• THE TASK:
Transcribe all the records exactly and omit any images they hold.

Start of MATERIAL PROVIDED

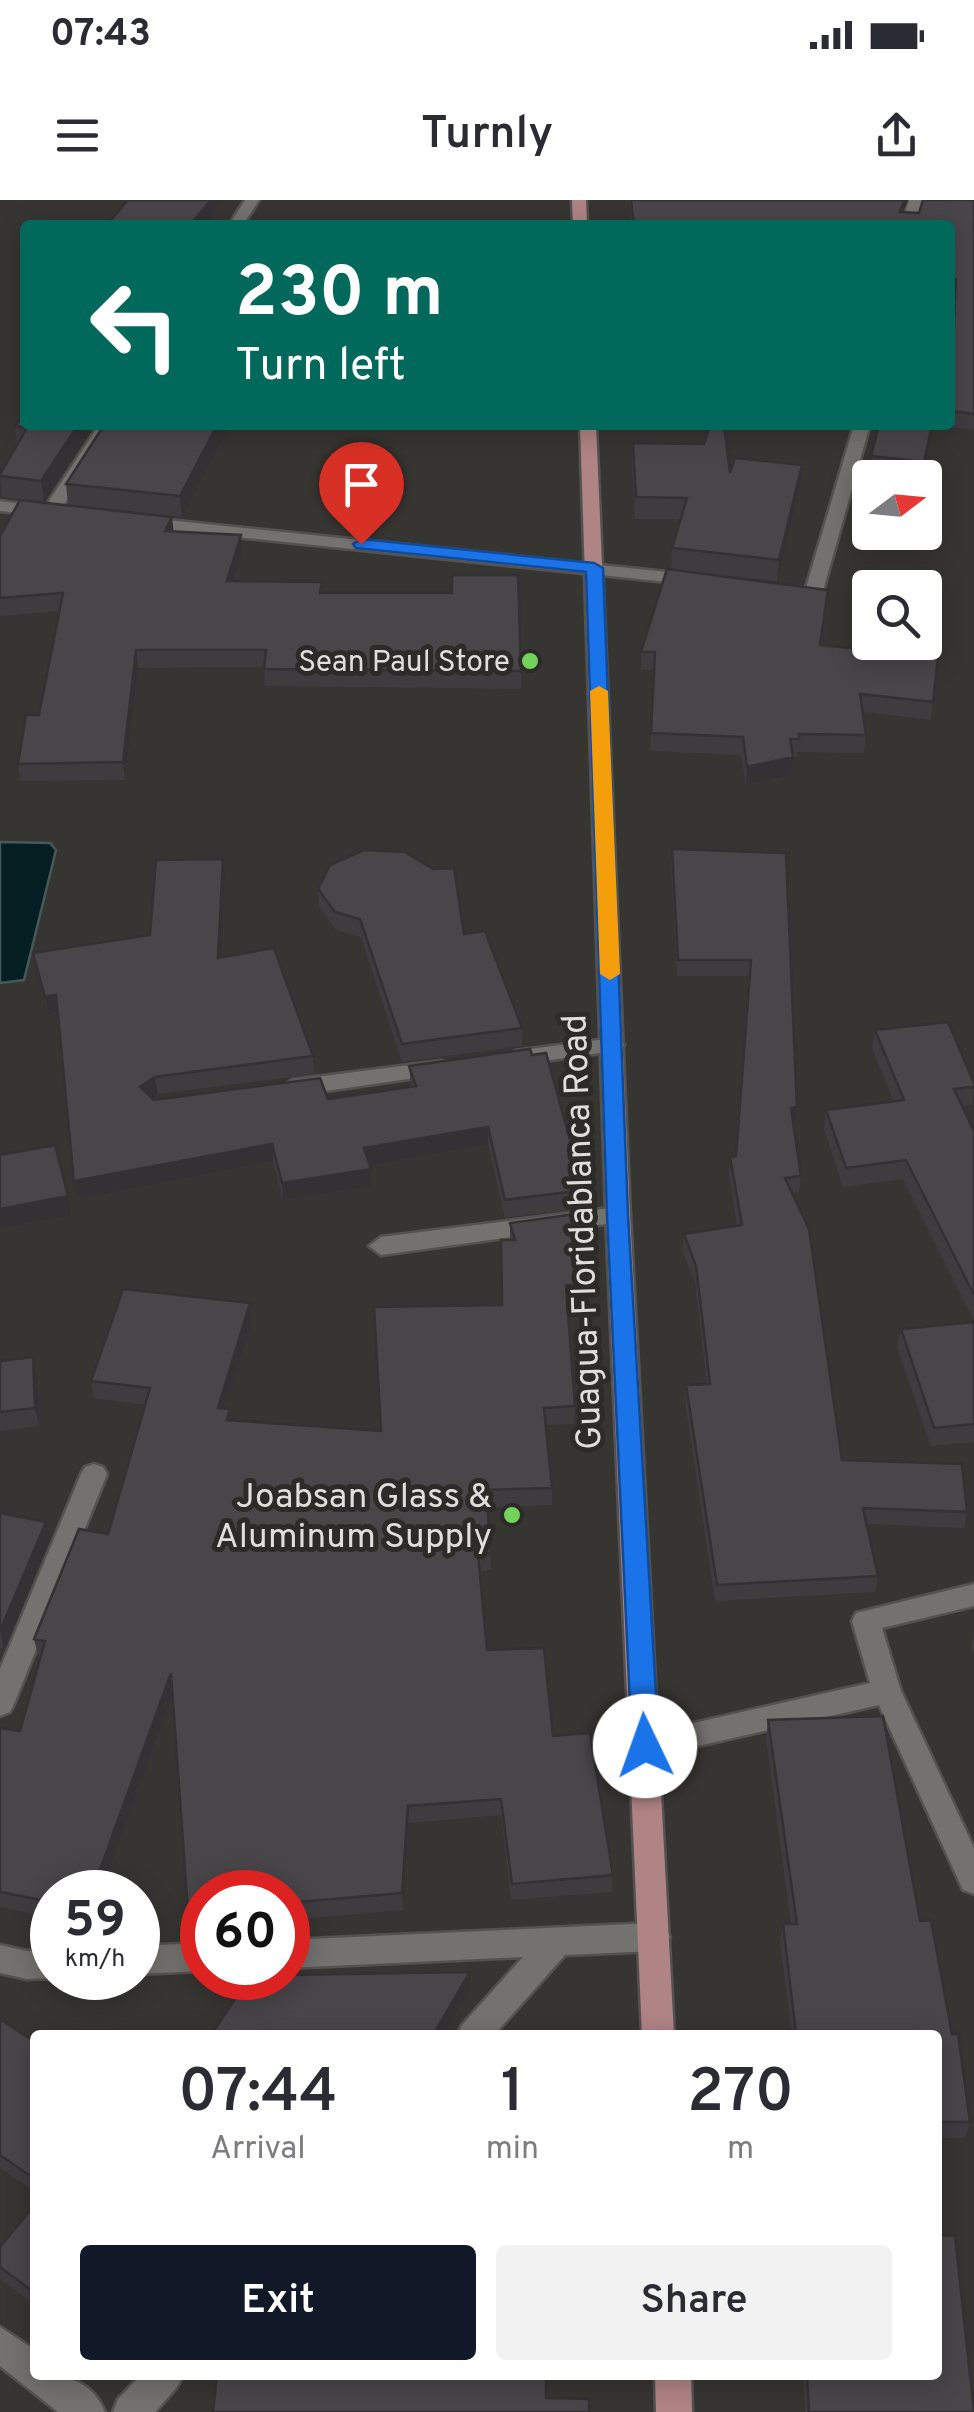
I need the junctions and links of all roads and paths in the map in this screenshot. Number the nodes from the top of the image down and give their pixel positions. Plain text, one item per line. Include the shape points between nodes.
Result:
1 (104, 430) edge
2 (588, 430) edge
3 (861, 430) edge
4 (0, 506) edge
5 (128, 521) edge
6 (594, 568) junction
7 (716, 582) edge
8 (774, 590) edge
9 (613, 1045) junction
10 (494, 1061) edge
11 (455, 1066) edge
12 (277, 1090) edge
13 (618, 1215) junction
14 (381, 1246) dead end
15 (94, 1474) dead end
16 (974, 1595) edge
17 (887, 1690) junction
18 (0, 1704) edge
19 (645, 1746) junction
20 (974, 1880) edge
21 (654, 1937) junction
22 (558, 1941) junction
23 (310, 1953) edge
24 (0, 1960) edge
25 (30, 1966) edge
26 (478, 2030) edge
27 (658, 2030) edge
28 (0, 2344) edge
29 (30, 2368) edge
30 (46, 2380) edge
31 (161, 2380) edge
32 (673, 2380) edge
33 (86, 2412) edge
34 (132, 2412) edge
35 (674, 2412) edge

1 - 4 street via 60,514
2 - 6 main road, Guagua-Floridablanca Road
3 - 8 street via 813,594
5 - 6 street
6 - 7 street
6 - 9 main road, Guagua-Floridablanca Road
9 - 10 street
9 - 13 main road, Guagua-Floridablanca Road
11 - 12 street
13 - 14 street
13 - 19 main road, Guagua-Floridablanca Road
15 - 18 street
16 - 17 street via 866,1621
17 - 19 street
17 - 20 street
19 - 21 main road, Guagua-Floridablanca Road
21 - 22 street
21 - 27 main road, Guagua-Floridablanca Road
22 - 23 street
22 - 26 street
24 - 25 street
28 - 29 street
30 - 33 street
31 - 34 street
32 - 35 main road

End of MATERIAL PROVIDED

• WORKED SOLUTION:
I need the junctions and links of all roads and paths in the map in this screenshot. Number the nodes from the top of the image down and give their pixel positions. Plain text, one item per line. Include the shape points between nodes.
Result:
1 (104, 430) edge
2 (588, 430) edge
3 (861, 430) edge
4 (0, 506) edge
5 (128, 521) edge
6 (594, 568) junction
7 (716, 582) edge
8 (774, 590) edge
9 (613, 1045) junction
10 (494, 1061) edge
11 (455, 1066) edge
12 (277, 1090) edge
13 (618, 1215) junction
14 (381, 1246) dead end
15 (94, 1474) dead end
16 (974, 1595) edge
17 (887, 1690) junction
18 (0, 1704) edge
19 (645, 1746) junction
20 (974, 1880) edge
21 (654, 1937) junction
22 (558, 1941) junction
23 (310, 1953) edge
24 (0, 1960) edge
25 (30, 1966) edge
26 (478, 2030) edge
27 (658, 2030) edge
28 (0, 2344) edge
29 (30, 2368) edge
30 (46, 2380) edge
31 (161, 2380) edge
32 (673, 2380) edge
33 (86, 2412) edge
34 (132, 2412) edge
35 (674, 2412) edge

1 - 4 street via 60,514
2 - 6 main road, Guagua-Floridablanca Road
3 - 8 street via 813,594
5 - 6 street
6 - 7 street
6 - 9 main road, Guagua-Floridablanca Road
9 - 10 street
9 - 13 main road, Guagua-Floridablanca Road
11 - 12 street
13 - 14 street
13 - 19 main road, Guagua-Floridablanca Road
15 - 18 street
16 - 17 street via 866,1621
17 - 19 street
17 - 20 street
19 - 21 main road, Guagua-Floridablanca Road
21 - 22 street
21 - 27 main road, Guagua-Floridablanca Road
22 - 23 street
22 - 26 street
24 - 25 street
28 - 29 street
30 - 33 street
31 - 34 street
32 - 35 main road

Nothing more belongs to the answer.